Fusion-evaporation residue cross sections are of no help to assess the formation mechanism because of the survival probability that is also not well constrained as explained in the previous section. To get rid of the decay step, one should focus the step before in the reaction, i.e, the fusion cross-section.

The channel competing with the formation is the so-called quasifission process. It consists in reseparation into two fragments without reaching the compound state. On an experimental point of view, of course, understanding the competition between quasifission and fusion is very important. However, it is very difficult to distinguish the quasifission fragments from the fission ones as they have similar mass distributions. The two processes differ by their time scale and thus, angular distribution [34]. Consequently, one lacks of reliable experimental fusion cross-sections.

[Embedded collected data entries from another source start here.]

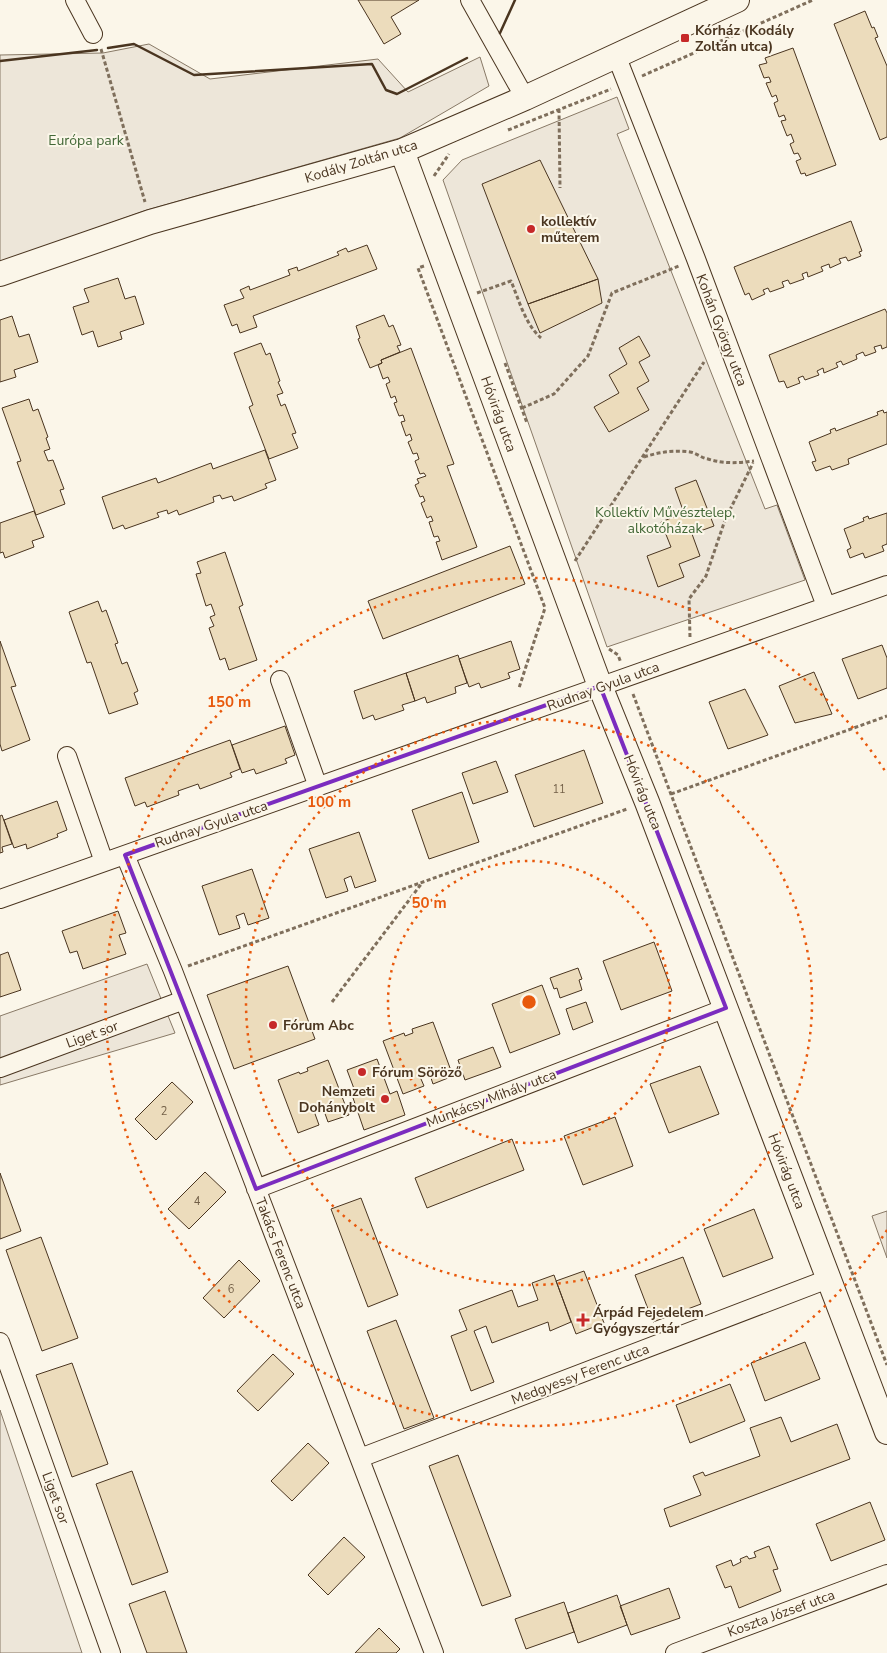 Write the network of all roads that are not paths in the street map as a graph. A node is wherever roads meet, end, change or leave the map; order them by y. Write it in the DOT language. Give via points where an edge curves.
graph roads {
  1 [pos="75,0"];
  2 [pos="470,0"];
  3 [pos="736,0"];
  4 [pos="93,34"];
  5 [pos="616,56"];
  6 [pos="525,98"];
  7 [pos="402,151"];
  8 [pos="0,274"];
  9 [pos="887,584"];
  10 [pos="826,606"];
  11 [pos="280,680"];
  12 [pos="600,686"];
  13 [pos="67,756"];
  14 [pos="318,786"];
  15 [pos="126,855"];
  16 [pos="104,862"];
  17 [pos="0,899"];
  18 [pos="184,1000"];
  19 [pos="726,1008"];
  20 [pos="0,1068"];
  21 [pos="256,1189"];
  22 [pos="828,1279"];
  23 [pos="0,1342"];
  24 [pos="887,1432"];
  25 [pos="360,1458"];
  26 [pos="887,1574"];
  27 [pos="111,1653"];
  28 [pos="434,1653"];
  29 [pos="674,1653"];
  1 -- 4 [label="street"];
  2 -- 6 [label="street"];
  3 -- 5 [label="street, Kodály Zoltán utca"];
  5 -- 6 [label="street, Kodály Zoltán utca"];
  5 -- 10 [label="street, Kohán György utca"];
  6 -- 7 [label="street, Kodály Zoltán utca"];
  7 -- 8 [label="street, Kodály Zoltán utca" via="150,222"];
  7 -- 12 [label="street, Hóvirág utca" via="441,258 468,297 501,419"];
  9 -- 10 [label="street, Rudnay Gyula utca"];
  10 -- 12 [label="street, Rudnay Gyula utca"];
  11 -- 14 [label="street"];
  12 -- 14 [label="street, Rudnay Gyula utca"];
  12 -- 19 [label="street, Hóvirág utca"];
  13 -- 16 [label="street"];
  14 -- 15 [label="street, Rudnay Gyula utca"];
  15 -- 16 [label="street, Rudnay Gyula utca"];
  15 -- 18 [label="street, Takács Ferenc utca"];
  16 -- 17 [label="street, Rudnay Gyula utca"];
  18 -- 20 [label="street, Liget sor"];
  18 -- 21 [label="street, Takács Ferenc utca"];
  19 -- 21 [label="street, Munkácsy Mihály utca"];
  19 -- 22 [label="street, Hóvirág utca"];
  21 -- 25 [label="street, Takács Ferenc utca"];
  22 -- 24 [label="street, Hóvirág utca"];
  22 -- 25 [label="street, Medgyessy Ferenc utca"];
  23 -- 27 [label="street, Liget sor"];
  25 -- 28 [label="street, Takács Ferenc utca"];
  26 -- 29 [label="street, Koszta József utca"];
} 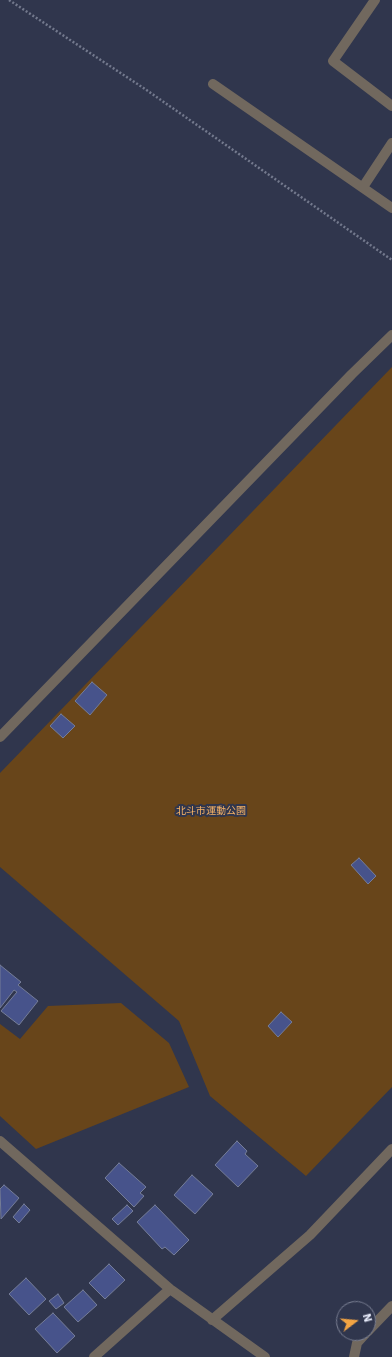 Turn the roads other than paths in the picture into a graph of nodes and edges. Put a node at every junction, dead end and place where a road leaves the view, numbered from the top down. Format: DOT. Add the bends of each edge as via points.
graph roads {
  1 [pos="375,0"];
  2 [pos="213,84"];
  3 [pos="392,106"];
  4 [pos="392,142"];
  5 [pos="363,187"];
  6 [pos="392,208"];
  7 [pos="392,335"];
  8 [pos="0,737"];
  9 [pos="0,1141"];
  10 [pos="392,1149"];
  11 [pos="170,1288"];
  12 [pos="392,1306"];
  13 [pos="212,1320"];
  14 [pos="376,1323"];
  15 [pos="359,1341"];
  16 [pos="94,1357"];
  17 [pos="264,1357"];
  18 [pos="354,1357"];
  1 -- 3 [label="street" via="333,61"];
  2 -- 5 [label="street"];
  4 -- 5 [label="street"];
  5 -- 6 [label="street"];
  7 -- 8 [label="street"];
  9 -- 11 [label="street"];
  10 -- 13 [label="street" via="310,1235"];
  11 -- 13 [label="street"];
  11 -- 16 [label="street"];
  12 -- 14 [label="street"];
  13 -- 17 [label="street"];
  15 -- 18 [label="street"];
} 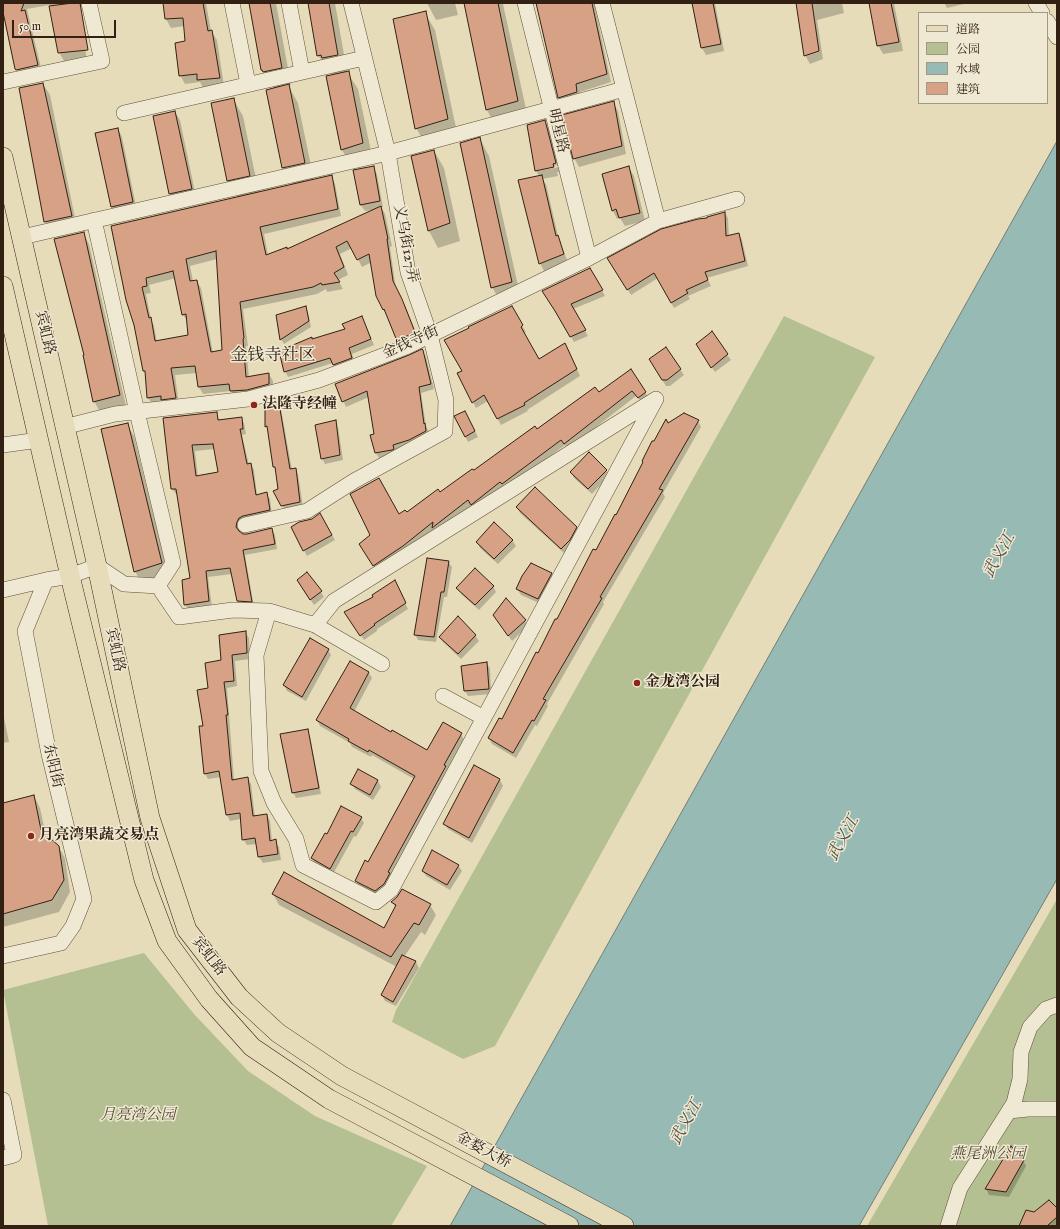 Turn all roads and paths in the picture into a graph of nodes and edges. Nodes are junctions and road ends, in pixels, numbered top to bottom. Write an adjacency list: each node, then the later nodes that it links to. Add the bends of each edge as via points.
1 (89, 3): 13 (street, via 102,61)
2 (232, 3): 14 (street)
3 (289, 3): 12 (street)
4 (351, 3): 11 (street, 义乌街127弄)
5 (525, 3): 16 (street, 明星路)
6 (602, 3): 15 (street)
7 (1036, 3): 8 (street)
8 (1041, 12)
9 (1048, 23): 10 (street)
10 (1057, 37)
11 (364, 58): 12 (street); 18 (street, 义乌街127弄)
12 (302, 72): 14 (street)
13 (3, 82)
14 (248, 84): 17 (street)
15 (624, 89): 16 (street); 22 (street)
16 (551, 110): 18 (street); 24 (street, 明星路)
17 (124, 113)
18 (388, 153): 21 (street); 26 (street, 义乌街127弄, via 408,272)
19 (3, 157): 23 (main road, 宾虹路)
20 (738, 199): 22 (street, 金钱寺街)
21 (94, 220): 23 (street); 27 (street)
22 (658, 221): 24 (street, 金钱寺街)
23 (22, 237): 28 (main road, 宾虹路)
24 (589, 258): 26 (street, 金钱寺街)
25 (3, 286): 29 (main road, 宾虹路)
26 (430, 335): 27 (street, 金钱寺街, via 406,347 319,380 255,397); 31 (street, 义乌街127弄, via 446,400 445,431 354,481 307,511)
27 (137, 412): 28 (street, 金钱寺街, via 114,414); 35 (street, via 174,563)
28 (64, 427): 32 (main road, 宾虹路)
29 (39, 440): 30 (street); 33 (main road, 宾虹路)
30 (3, 445)
31 (245, 525)
32 (97, 566): 33 (street); 35 (street, via 124,584); 44 (main road, 宾虹路, via 150,818 187,930 239,997 278,1033)
33 (70, 576): 34 (street); 45 (main road, 宾虹路, via 144,880 167,941 209,999 252,1047)
34 (46, 580): 36 (street); 42 (street, 东阳街, via 25,631 49,754 84,899 73,926 61,942)
35 (158, 586): 37 (street, via 179,617 233,610)
36 (3, 590)
37 (269, 611): 38 (street); 41 (street, via 256,655 261,771 274,803 296,839 303,865 376,902 391,890)
38 (315, 625): 39 (street); 41 (street, via 334,601 656,399)
39 (382, 664)
40 (443, 696): 41 (street)
41 (484, 718)
42 (3, 956)
43 (1057, 1005): 48 (street, via 1046,1009 1030,1028 1021,1052 1020,1079 1014,1103)
44 (342, 1076): 51 (main road, 金婺大桥)
45 (329, 1099): 50 (main road, 金婺大桥)
46 (3, 1100): 49 (street, via 14,1155)
47 (1057, 1109): 48 (street)
48 (1009, 1111): 52 (street, via 960,1188)
49 (3, 1158)
50 (569, 1226)
51 (624, 1226)
52 (948, 1226) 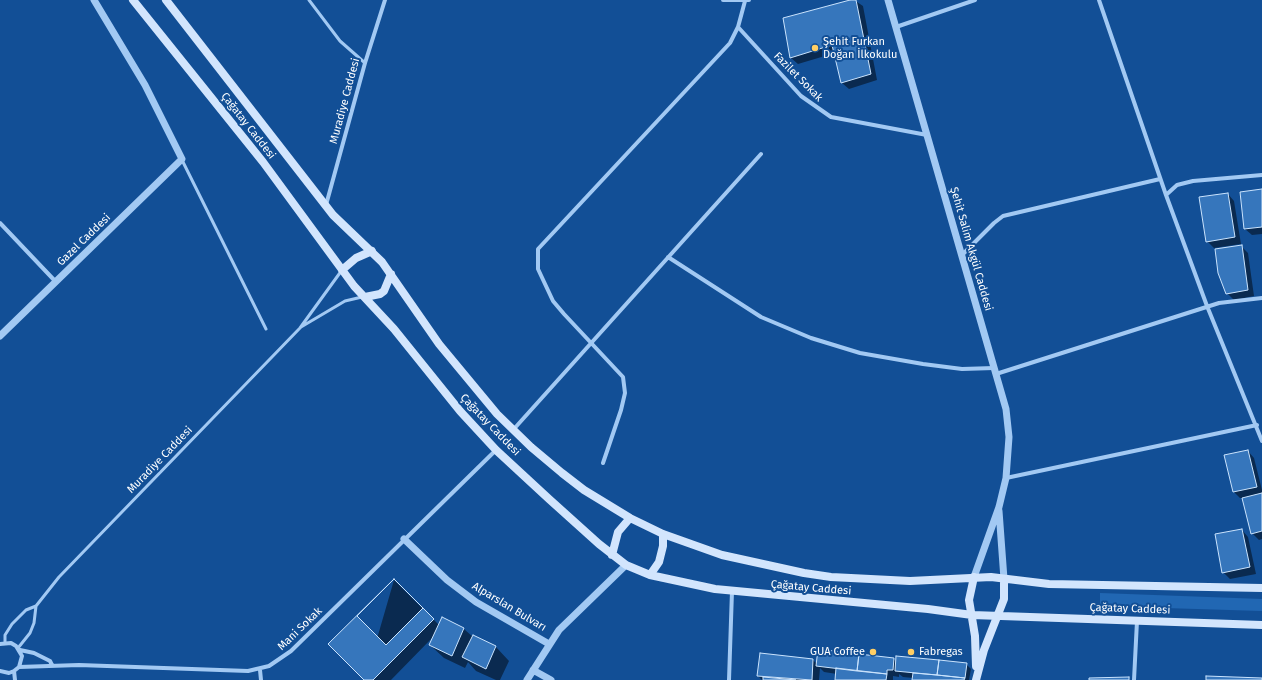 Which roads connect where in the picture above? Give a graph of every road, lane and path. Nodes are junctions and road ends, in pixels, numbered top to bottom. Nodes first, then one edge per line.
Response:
1 (94, 0) edge
2 (133, 0) edge
3 (166, 0) edge
4 (309, 0) edge
5 (384, 0) edge
6 (723, 0) edge
7 (888, 0) edge
8 (975, 0) edge
9 (1099, 0) edge
10 (747, 1) edge
11 (738, 27) junction
12 (896, 27) junction
13 (364, 63) junction
14 (927, 135) junction
15 (761, 154) dead end
16 (182, 158) junction
17 (1262, 175) edge
18 (1160, 179) junction
19 (1166, 196) junction
20 (326, 207) junction
21 (0, 223) edge
22 (372, 251) junction
23 (962, 255) junction
24 (668, 257) junction
25 (342, 270) junction
26 (391, 274) junction
27 (56, 282) junction
28 (365, 297) junction
29 (1262, 298) edge
30 (1207, 306) junction
31 (300, 328) junction
32 (266, 329) dead end
33 (0, 336) edge
34 (591, 342) junction
35 (995, 371) junction
36 (1257, 425) junction
37 (512, 430) junction
38 (1262, 441) edge
39 (496, 450) junction
40 (603, 463) dead end
41 (1006, 478) junction
42 (999, 507) junction
43 (630, 518) junction
44 (663, 534) junction
45 (404, 539) junction
46 (612, 555) junction
47 (626, 565) junction
48 (650, 575) junction
49 (974, 577) junction
50 (1004, 579) junction
51 (1262, 588) edge
52 (732, 591) junction
53 (36, 606) junction
54 (972, 615) junction
55 (997, 616) junction
56 (1137, 621) junction
57 (1262, 625) edge
58 (5, 643) junction
59 (0, 644) edge
60 (549, 644) junction
61 (19, 649) junction
62 (52, 665) junction
63 (19, 667) junction
64 (260, 670) junction
65 (533, 670) junction
66 (0, 671) edge
67 (14, 671) junction
68 (977, 678) edge
69 (15, 680) edge
70 (261, 680) edge
71 (526, 680) edge
72 (551, 680) edge
73 (729, 680) edge
74 (1134, 680) edge

1 - 16 street
2 - 25 main road, Çağatay Caddesi
3 - 20 main road, Çağatay Caddesi
4 - 13 lane
5 - 13 street, Muradiye Caddesi
6 - 10 street
7 - 12 street, Şehit Salim Akgül Caddesi
8 - 12 street
9 - 18 street
10 - 11 street
11 - 14 street, Fazilet Sokak
11 - 34 street
12 - 14 street, Şehit Salim Akgül Caddesi
13 - 20 street, Muradiye Caddesi
14 - 23 street, Şehit Salim Akgül Caddesi
15 - 24 street
16 - 27 street, Gazel Caddesi
16 - 32 lane
17 - 19 street
18 - 19 street
18 - 23 street
19 - 30 street
20 - 22 main road, Çağatay Caddesi
21 - 27 street
22 - 25 main road
22 - 26 main road, Çağatay Caddesi
23 - 35 street, Şehit Salim Akgül Caddesi
24 - 34 street
24 - 35 street
25 - 28 main road, Çağatay Caddesi
25 - 31 lane, Muradiye Caddesi
26 - 28 main road
26 - 37 main road, Çağatay Caddesi
27 - 33 street, Gazel Caddesi
28 - 31 lane, Muradiye Caddesi
28 - 39 main road, Çağatay Caddesi
29 - 30 street
30 - 35 street
30 - 36 street
31 - 53 lane, Muradiye Caddesi
34 - 37 street
34 - 40 street
35 - 41 street, Şehit Salim Akgül Caddesi
36 - 38 street
36 - 41 street
37 - 43 main road, Çağatay Caddesi
39 - 45 street, Mani Sokak
39 - 46 main road, Çağatay Caddesi
41 - 42 street, Şehit Salim Akgül Caddesi
42 - 49 street, Şehit Salim Akgül Caddesi
42 - 50 street, Şehit Salim Akgül Caddesi
43 - 44 main road, Çağatay Caddesi
43 - 46 main road
44 - 48 main road
44 - 49 main road, Çağatay Caddesi
45 - 60 street, Alparslan Bulvarı
45 - 64 street, Mani Sokak
46 - 47 main road, Çağatay Caddesi
47 - 48 main road, Çağatay Caddesi
47 - 60 street
48 - 52 main road, Çağatay Caddesi
49 - 50 main road, Çağatay Caddesi
49 - 54 main road
50 - 51 main road, Çağatay Caddesi
50 - 55 main road
52 - 54 main road, Çağatay Caddesi
52 - 73 street
53 - 58 lane, Muradiye Caddesi
53 - 61 lane, Muradiye Caddesi
54 - 55 main road, Çağatay Caddesi
54 - 68 main road
55 - 56 main road, Çağatay Caddesi
55 - 68 main road
56 - 57 main road, Çağatay Caddesi
56 - 74 street
58 - 59 street
58 - 61 street
60 - 65 street
61 - 62 street
61 - 63 street
62 - 63 street, Mani Sokak
62 - 64 street, Mani Sokak
63 - 67 street
64 - 70 street
65 - 71 street
65 - 72 street
66 - 67 street
67 - 69 street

One idea is to consider that reaction dynamics models must strive to reproduce experimental data on quasifission. However, constraining models on the dominating channel leads to unavoidable uncertainties. And, as for fission-evaporation competition, these uncertainties in quasifission modelling will have a large impact on the rare fusion events. Thus, reproducing quasifission data will definitively help to constrain models but might not allow to get a better agreement in the formation probability predictions.

Alternatively, hindrance could be constrained by comparing reactions leading to the same compound nucleus, one being hindered and the other not, in order to get rid of the ambiguities in the decay phase of the reaction. Such studies, currently under development, should naturally include uncertainty analysis.

4 Conclusion

Although it is a difficult task, predictions of reaction cross-sections are useless without an uncertainty analysis [35]. Moreover, uncertainty analysis is a powerful tool to built up a hierarchy of the various sloppy points of a model. This lead to show that predictions of superheavy production cross-sections mainly suffer from the large discrepancies in the hindrance phenomenon modelling and fission barriers that can both affect the results by orders of magnitude.

There are two ways to estimate the accuracy of predictions. First is a comparison between various models. This leads to an estimate of the error in modelling. However, such a comparison can appear to be too pessimistic as some models might simply be wrong. For example, large fission barriers appearing in the comparison of Refs. [7, 8] would mean almost stable nuclei that would be easy to synthesise as the cross-section would benefit from the large survival probability. Second, assuming that the model is correct, we can perform an uncertainty analysis of the predictions in order to estimate the dispersion of the results due to the lack of constraints on many parameters. Such an analysis is too optimistic as it assumes that the model is correct. Therefore, it is not possible to apply it to the whole reaction as there are still too many open questions on the physics of the formation phase. However, for the sole survival step, there is no hope to get predictions more accurate than an order of magnitude. This is a very pessimistic finding in the case of superheavy elements that are produced in handful numbers.

If the absolute value of the predicted cross-sections cannot be accurately estimated, the ratio between two values will benefit from the strong correlation between them. This could be cross-sections at different energies or with different target-projectile combinations. Thus, the predicted trends would be correct. However, estimating the uncertainty in the ratio requires a careful evaluation of the covariances. This will be one of the priorities of our future research.